Wednesday, February 20, 2008

A Voting Story

I feel bad that I haven't updated my blog in so long. Poor blog. But I actually did something yesterday, so I'll tell you about it.

My roommate and I got yesterday morning and headed out to, as she kept saying, Make Our Voices Heard!

First we had to go out into the seven degree weather (but it was sunny!) and scrape off her car, since we recently got one of those charming bouts of freezing rain followed by sleet followed by snow. So there were multiple layers of frozen material with which we needed to do battle. This battle involved my roommate's ice scraper, my ice scraper/snow brush, a Kool-Aid pitcher of tepid water, 15-20 minutes of effort, and one false start when we tried to pull out of our parking lot, but then she realized that the 2-inch porthole we'd managed to carve in the passenger-side-window ice just wasn't going to work.

But then we were off to Make Our Voices Heard! We were able to correctly half-remember/guess where Middleton High School was, and drove there without incident--despite the fact that the main road in town was still gross from the snow from the previous morning. (You would think that the city workers in the greater Madison area would be pretty good, pretty on-the-ball, about snow removal on the major thoroughfares. You'd be wrong. Very wrong indeed. Have I written in this space before about how much I despise all facets of driving in this town? Because I HATE IT. HAAAAAAAAAAAAAAAAAAATE.)

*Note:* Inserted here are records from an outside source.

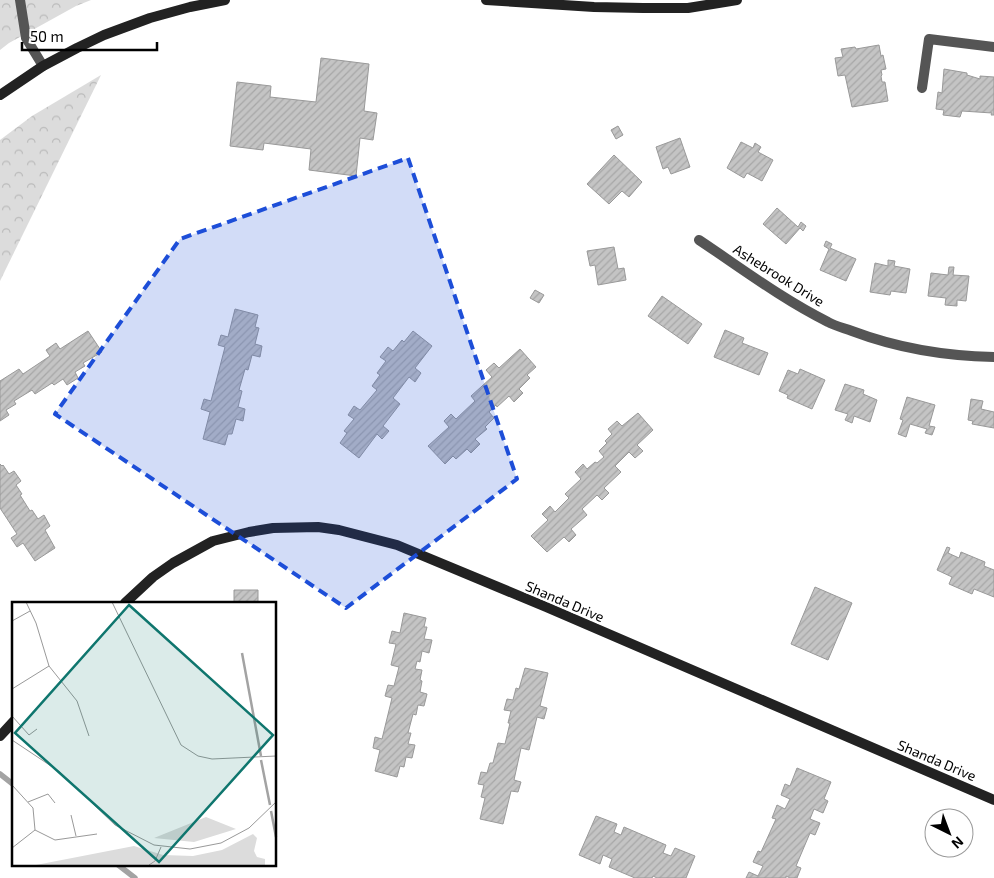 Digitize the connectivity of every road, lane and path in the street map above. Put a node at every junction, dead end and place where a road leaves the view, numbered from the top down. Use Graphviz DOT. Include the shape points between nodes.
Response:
graph roads {
  1 [pos="20,0"];
  2 [pos="225,0"];
  3 [pos="486,0"];
  4 [pos="737,0"];
  5 [pos="994,46"];
  6 [pos="43,66"];
  7 [pos="922,88"];
  8 [pos="0,95"];
  9 [pos="699,240"];
  10 [pos="994,358"];
  11 [pos="126,602"];
  12 [pos="12,723"];
  13 [pos="0,736"];
  14 [pos="994,800"];
  1 -- 6 [label="street" via="26,38"];
  2 -- 6 [label="street" via="150,18 104,35"];
  3 -- 4 [label="street" via="643,8 688,8"];
  5 -- 7 [label="street" via="929,39"];
  6 -- 8 [label="street"];
  9 -- 10 [label="street, Ashebrook Drive" via="791,302 829,323 905,347"];
  11 -- 14 [label="street, Shanda Drive" via="153,576 213,541 273,528 318,526 339,530 396,545"];
  12 -- 13 [label="street"];
} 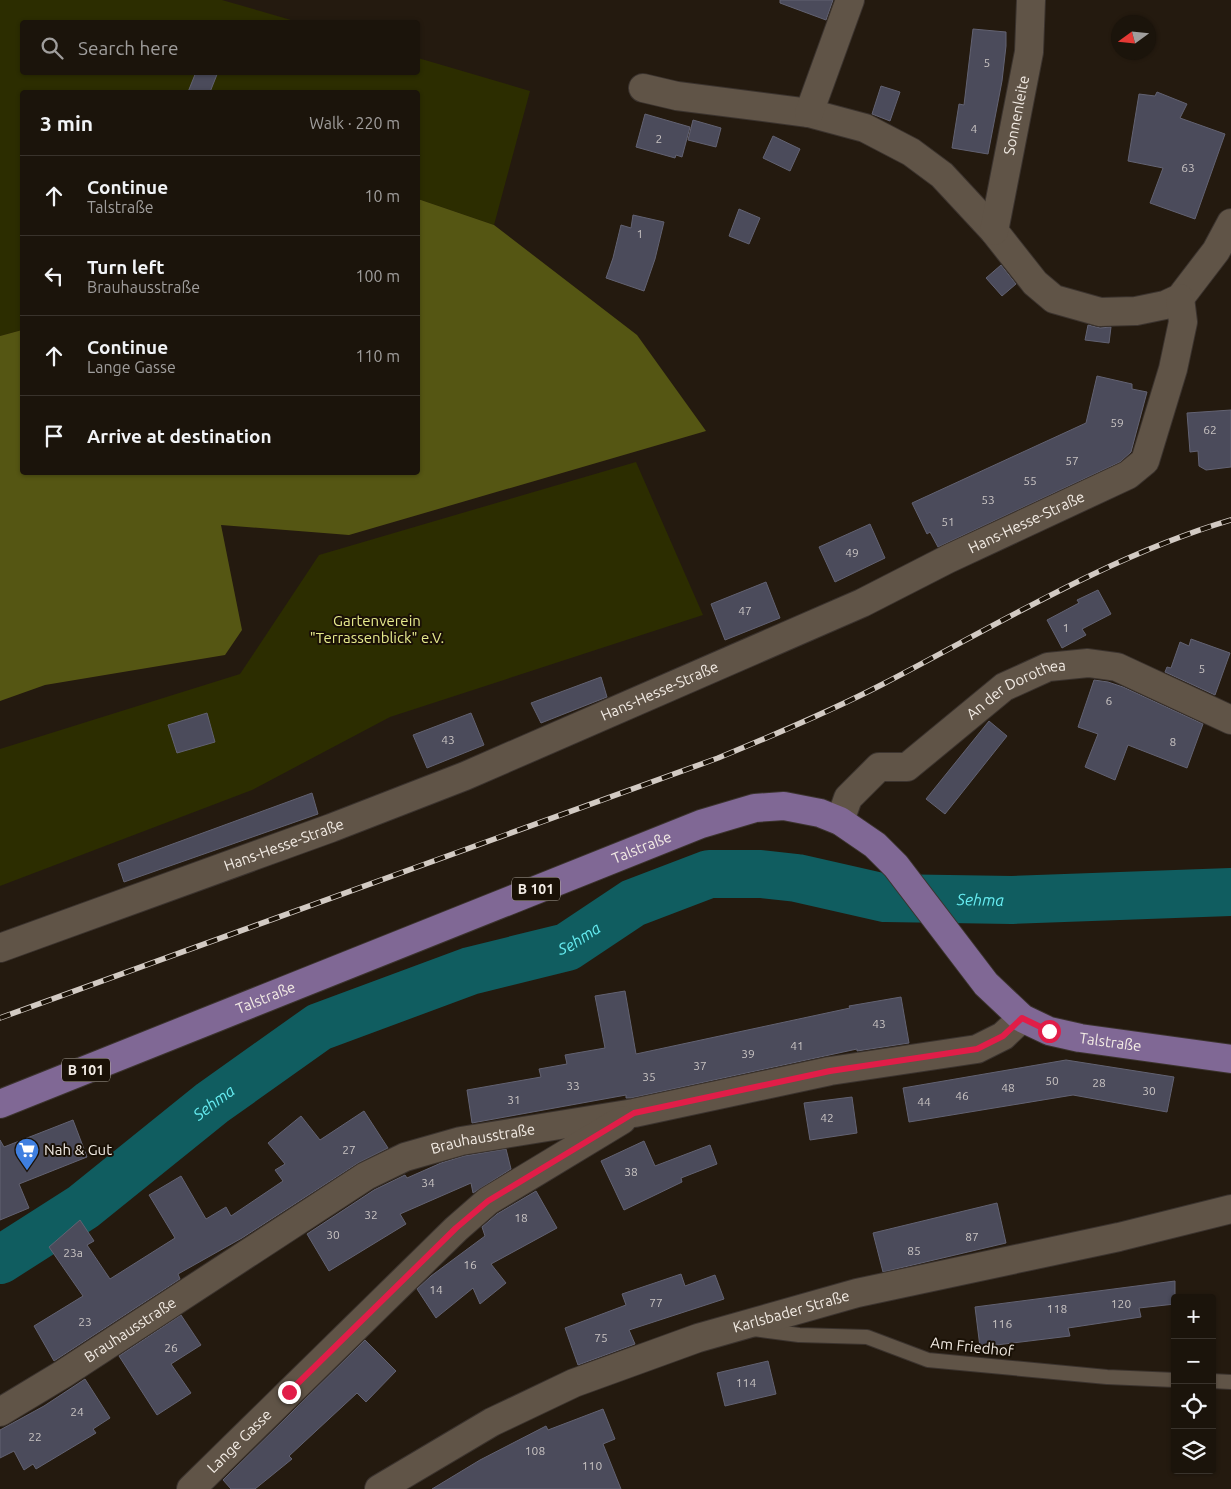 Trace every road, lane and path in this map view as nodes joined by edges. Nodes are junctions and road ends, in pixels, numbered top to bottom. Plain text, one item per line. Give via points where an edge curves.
1 (850, 0) edge
2 (1031, 0) edge
3 (643, 88) dead end
4 (809, 113) junction
5 (1231, 223) edge
6 (994, 231) junction
7 (1180, 298) junction
8 (1231, 720) edge
9 (840, 821) junction
10 (0, 948) edge
11 (1022, 1018) junction
12 (1231, 1059) edge
13 (0, 1104) edge
14 (634, 1113) junction
15 (1231, 1209) edge
16 (739, 1327) junction
17 (1171, 1380) edge
18 (1216, 1381) edge
19 (1231, 1382) edge
20 (0, 1412) edge
21 (191, 1489) edge
22 (379, 1489) edge

1 - 4 street
2 - 6 street, Sonnenleite via 1029,52
3 - 4 street via 677,96
4 - 6 street via 865,128 911,152 942,175
5 - 7 street via 1216,251
6 - 7 street via 1035,283 1054,299 1100,312 1136,311
7 - 10 street, Hans-Hesse-Straße via 1183,322 1173,369 1145,462 1128,476 862,602 465,776
8 - 9 street, An der Dorothea via 1117,667 1088,663 1048,667 1004,687 906,767 879,767 848,798
9 - 11 main road, Talstraße / B 101 via 874,845 896,866 986,984
9 - 13 main road, Talstraße / B 101 via 820,813 784,806 755,808 700,824
11 - 12 main road, Talstraße / B 101 via 1049,1031 1080,1038
11 - 14 street, Brauhausstraße via 1003,1036 977,1049 830,1071
14 - 20 street, Brauhausstraße via 461,1140 405,1157 366,1176
14 - 21 street, Lange Gasse via 488,1201 456,1228
15 - 16 street, Karlsbader Straße via 1119,1238 857,1293
16 - 17 lane, Am Friedhof via 799,1335 867,1337 928,1360
16 - 22 street, Karlsbader Straße via 698,1338 574,1383 492,1422
18 - 19 lane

So we get to the high school, which is frighteningly filled with high schoolers, but comfortingly also filled with retirement-age voting volunteer ladies. Molly got up to the table, told them her name, confirmed her address (no ID required. Voting fraud: easy and fun!) and took her ballot to a tiny, no actual privacy, high-sided plastic desky thing. I got up to the table, told them my name, told them my address, and they told me it was wrong. They had all the digits of my street number, but in the wrong order. Luckily for me, Wisconsin has same-day registration, but unluckily for me, I basically had to re-register. They also almost didn't accept my checkbook--the only thing I had with my address on it--as valid confirmation of my address. But then a more senior voting volunteer lady overruled that decision, and I got to Make My Voice Heard!

In Wisconsin, they don't ask you which party you want to vote for, they just give you a ballot with everybody on it and say you can only vote for one candidate. This seems eminently sensible to me.

Democracy accomplished, Molly and I got back into her car, guessed how to get back home, and got minorly stuck on one of the aforementioned gross roads. We didn't have to get out and push or anything, but we did get honked at for taking too long to get through the traffic light. (Attention honker: right back at you, jerk.)

Of course, since I voted for Obama and she voted for Hillary, in a sense we went to all that trouble just to cancel each other out.

However, what's important is that we Made Our Voices Heard. And that the people who said what I did were louder. Huzzah!

3 comments:

Tina said...

Wow, the trials and tribulations you endured in order to Make Your Voice Heard are quite amazing--especially since you cancelled each other out. Still, I'm glad you did go. What if you had agreed to mutually abstain, and she had gone back on her promise and voted later? Hillary people have no shame, you know. I'm proud of your sacrifice.

MacKenzie said...

On a kinda related note, I just remember that the first time I met you was at Ruth's election party. I thought you were scary. I also remember someone talking about how excited they were about Obama's potential. It must have been you right, cause I don't think it would have been Eric, Craig or LuBecca?

Rachel said...

Sorry if I was scary, but . . . Election Night '04 was not good times for me.